Davalılar, davanın reddini savunmuşlardır.
Mahkemece, iddianın ispatlanamadığı gerekçesiyle davanın reddine dair verilen karar Dairece “… dava, inançlı işlem hukuksal nedenine dayalı tapu iptal ve tescil isteğine ilişkindir.. Somut olaya gelince; mahkemece yapılan inceleme ve araştırma hüküm vermeye yeterli değildir.
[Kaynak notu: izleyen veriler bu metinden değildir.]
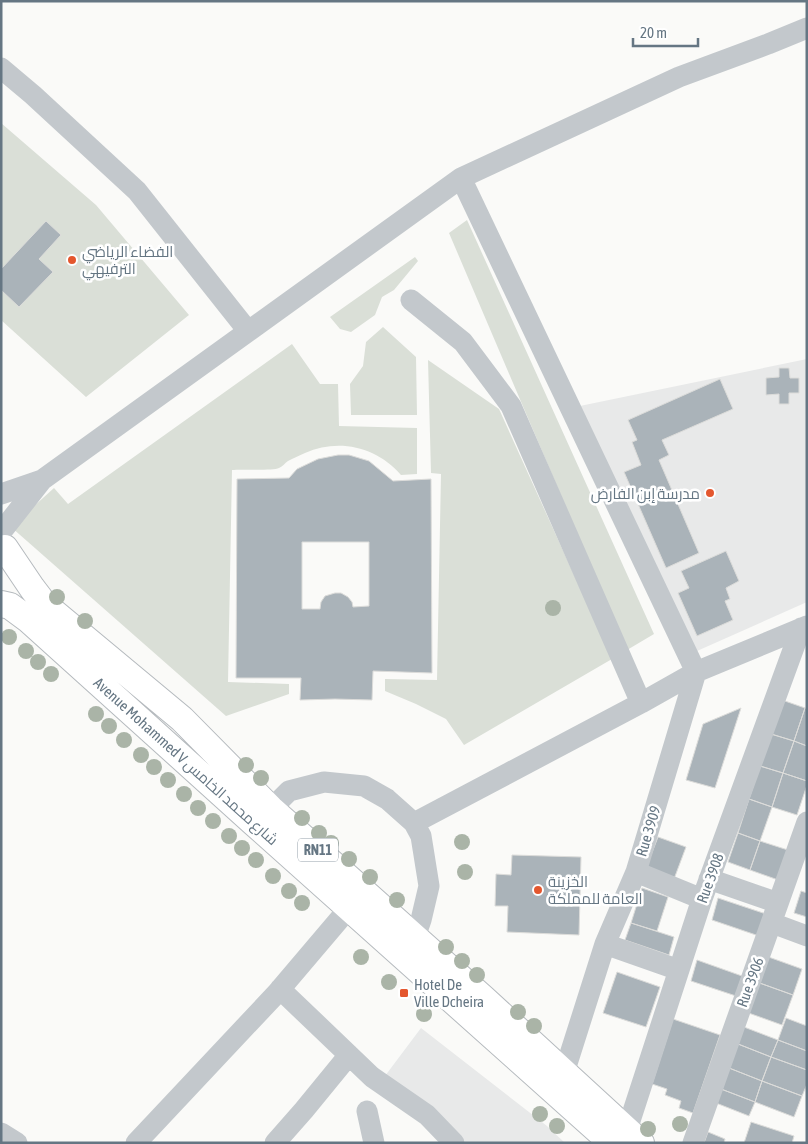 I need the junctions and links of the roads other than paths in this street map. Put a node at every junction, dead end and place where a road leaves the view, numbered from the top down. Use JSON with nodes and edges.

Hal böyle olunca, davacı iddiasını kredi sözleşmesine dayandırdığından davacının taşınmazı temlik ettiği …’nin satış nedeniyle kredi kullanıp kullanmadığı hususunun davacıya da sorularak açıklığa kavuşturulması, inançlı işlemin belgesi niteliğinde yazılı belge ya da yazılı delil başlangıcı niteliğinde bir belge olup olmadığı hususunun araştırılması ve sonucuna göre karar verilmesi gerekirken eksik inceleme ile yetinilerek hüküm tesisi isabetli olmamıştır…” gerekçesiyle bozulmuş, mahkemece bozma ilamına uyularak yazılı delil sunulmadığı, davalı …’nin çekişme konusu taşınmazı 2007 yılında sattığı, davanın 2010 yılının 9. ayında açıldığı, davalı …’ın iyiniyetli 3. kişi olduğu, aksini ispatlar delilin olmadığı, son … …’in de iyiniyetli olduğu, davalı …’nin konut kredisi kullanmadığı, inançlı işlem iddiasının ispatlanamadığı gerekçesiyle iptal tescil isteğinin reddine, hukuki yarar bulunmadığı gerekçesiyle tespit isteminin reddine karar verilmiştir.
Mahkemece bozma ilamına uyulmuş ancak bozma gerekleri yerine getirilmemiştir.
Şöyle ki; davacı tarafça davalı …’ın çektiği krediye ilişkin ödeme makbuzları ibraz edilmiş olup, bu makbuzların bozma ilamında belirtildiği gibi HMK’nın 202. maddesin de belirtilen delil başlangıcı sayılacağı kuşkusuzdur.
Hâl böyle olunca; anılan belgelerin delil başlangıcı olarak kabulü ile tanık dahil tüm deliller bir arada değerlendirilerek davacının yaptığı temlikin inançlı işleme dayalı olduğu kanaatine varılması halinde; 6098 sayılı Türk Borçlar Yasasının 97. maddesi hükümleri gereğince davacının ödenmemiş borcunun bulunup bulunmadığı tespit edilerek depo kararı husunun dikkate alınması ve hasıl olacak sonuca göre bir karar verilmesi gerekirken yanılgılı değerlendirme ve noksan tahkikatla yetinilerek yazılı olduğu üzere davanın reddine karar verilmiş olması isabetsizdir.
Davacı vekilinin bu yöne değinen temyiz itirazları yerindedir. Kabulüyle hükmün açıklanan nedenlerden ötürü (6100 sayılı Yasanın geçici 3.maddesi yollaması ile) 1086 sayılı HUMK’un 428.maddesi gereğince BOZULMASINA, alınan peşin harcın temyiz eden davacıya 29.06.2020 tarihinde oybirliğiyle karar verildi.